The policy suggestions also recommend law enforcement agencies document anytime an officer pulls out their gun, even if they don’t use it.

It also calls for an increase in the responsibility of an officer to intervene if they witness another officer committing misconduct.

The association also recommends a law enforcement agency releases information to the public in a timely manner, and to recruit more officers that better represent the communities they serve.

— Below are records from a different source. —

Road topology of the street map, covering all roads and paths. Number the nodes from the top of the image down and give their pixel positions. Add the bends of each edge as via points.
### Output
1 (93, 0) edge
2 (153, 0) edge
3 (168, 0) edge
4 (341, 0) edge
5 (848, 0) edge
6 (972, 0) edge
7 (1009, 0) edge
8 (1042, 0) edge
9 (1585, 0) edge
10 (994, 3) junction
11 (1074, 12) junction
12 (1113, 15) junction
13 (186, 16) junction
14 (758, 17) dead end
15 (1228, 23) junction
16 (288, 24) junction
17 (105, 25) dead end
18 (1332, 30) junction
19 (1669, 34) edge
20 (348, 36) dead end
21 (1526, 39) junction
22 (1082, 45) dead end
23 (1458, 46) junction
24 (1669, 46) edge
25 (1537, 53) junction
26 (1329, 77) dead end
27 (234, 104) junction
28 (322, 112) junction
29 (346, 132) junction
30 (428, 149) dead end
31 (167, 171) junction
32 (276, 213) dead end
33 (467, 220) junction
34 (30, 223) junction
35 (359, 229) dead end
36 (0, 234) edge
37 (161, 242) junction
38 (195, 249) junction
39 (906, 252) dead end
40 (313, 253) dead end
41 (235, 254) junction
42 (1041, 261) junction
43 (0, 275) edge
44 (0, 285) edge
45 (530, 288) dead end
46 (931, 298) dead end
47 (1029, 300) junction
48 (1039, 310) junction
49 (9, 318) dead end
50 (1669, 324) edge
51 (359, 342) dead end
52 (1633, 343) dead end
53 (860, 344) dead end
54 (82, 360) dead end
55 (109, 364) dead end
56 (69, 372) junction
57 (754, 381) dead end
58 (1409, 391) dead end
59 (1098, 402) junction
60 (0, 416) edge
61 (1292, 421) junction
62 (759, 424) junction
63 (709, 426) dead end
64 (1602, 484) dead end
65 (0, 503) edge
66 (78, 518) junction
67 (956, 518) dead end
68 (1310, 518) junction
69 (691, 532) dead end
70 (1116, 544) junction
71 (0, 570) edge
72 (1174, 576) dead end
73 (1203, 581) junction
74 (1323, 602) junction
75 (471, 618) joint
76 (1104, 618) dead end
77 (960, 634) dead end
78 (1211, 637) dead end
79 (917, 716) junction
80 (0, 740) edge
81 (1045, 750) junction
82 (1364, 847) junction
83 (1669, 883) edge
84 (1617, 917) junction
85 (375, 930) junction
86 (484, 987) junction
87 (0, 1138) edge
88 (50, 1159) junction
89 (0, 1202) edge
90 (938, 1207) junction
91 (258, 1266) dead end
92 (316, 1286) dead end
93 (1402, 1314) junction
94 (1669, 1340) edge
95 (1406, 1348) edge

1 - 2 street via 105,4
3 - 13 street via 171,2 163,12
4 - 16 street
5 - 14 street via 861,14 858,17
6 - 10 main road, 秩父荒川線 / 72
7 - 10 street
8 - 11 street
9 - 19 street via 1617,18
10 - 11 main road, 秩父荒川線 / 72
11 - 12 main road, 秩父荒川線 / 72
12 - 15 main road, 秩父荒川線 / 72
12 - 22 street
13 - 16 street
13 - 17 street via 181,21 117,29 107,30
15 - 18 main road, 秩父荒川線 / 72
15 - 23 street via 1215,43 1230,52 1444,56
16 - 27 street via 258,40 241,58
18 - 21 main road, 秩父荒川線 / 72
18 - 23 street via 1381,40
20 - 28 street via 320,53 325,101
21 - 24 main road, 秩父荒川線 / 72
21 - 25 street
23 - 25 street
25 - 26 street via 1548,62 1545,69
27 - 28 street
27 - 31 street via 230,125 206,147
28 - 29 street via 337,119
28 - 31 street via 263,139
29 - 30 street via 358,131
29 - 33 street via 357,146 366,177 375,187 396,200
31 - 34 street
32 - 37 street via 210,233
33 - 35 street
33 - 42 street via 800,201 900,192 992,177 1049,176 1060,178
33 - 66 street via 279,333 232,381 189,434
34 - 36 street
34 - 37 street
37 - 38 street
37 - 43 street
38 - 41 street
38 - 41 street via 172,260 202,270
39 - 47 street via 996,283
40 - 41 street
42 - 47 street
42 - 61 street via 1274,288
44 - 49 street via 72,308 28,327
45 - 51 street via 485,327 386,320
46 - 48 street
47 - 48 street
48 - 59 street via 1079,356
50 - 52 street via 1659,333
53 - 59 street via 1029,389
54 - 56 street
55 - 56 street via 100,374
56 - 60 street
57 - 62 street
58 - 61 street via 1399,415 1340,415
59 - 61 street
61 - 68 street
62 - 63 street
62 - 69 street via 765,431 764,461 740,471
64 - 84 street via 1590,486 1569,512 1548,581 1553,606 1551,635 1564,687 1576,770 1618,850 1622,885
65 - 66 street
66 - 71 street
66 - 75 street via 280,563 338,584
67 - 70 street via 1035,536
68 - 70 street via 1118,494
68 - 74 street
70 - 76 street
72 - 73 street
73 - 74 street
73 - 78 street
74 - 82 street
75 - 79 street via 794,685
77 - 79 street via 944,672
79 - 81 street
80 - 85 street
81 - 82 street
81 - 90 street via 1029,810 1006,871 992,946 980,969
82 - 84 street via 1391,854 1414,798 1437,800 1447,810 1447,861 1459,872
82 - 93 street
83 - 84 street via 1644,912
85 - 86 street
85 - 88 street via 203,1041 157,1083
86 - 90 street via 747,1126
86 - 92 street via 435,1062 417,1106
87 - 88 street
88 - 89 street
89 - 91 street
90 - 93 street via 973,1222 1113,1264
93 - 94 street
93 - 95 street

Orlando Police Chief Orlando Rolon told News 6 that his agency already complies with nearly all of the recommendations. He also said that each of the 900 agencies in the association had a member of the community also take part in the conversation for use of force policy.

“I’m telling you, every team brought something into this process,” said Chief Rolon.

When it comes to chokeholds, Chief Rolon said he agrees with the suggested policy.

“A tool you can use to potentially prevent the loss of life, that is the only time that maybe this should be considered. Otherwise, it should never be part of our day to day ability to handle things on the job,” said Rolon.

Chief Rolon said that his agency wants to release information about incidents as soon as possible, but adds that several factors in an investigator will be determined what information is released and when.

“The only problem with releasing information quickly is how some individuals may be quick to use judgment without potentially analyzing the situation fully,” said Rolon.

The recommendations are not required to be adopted as policy, they are encouraged to its 900 members across Florida.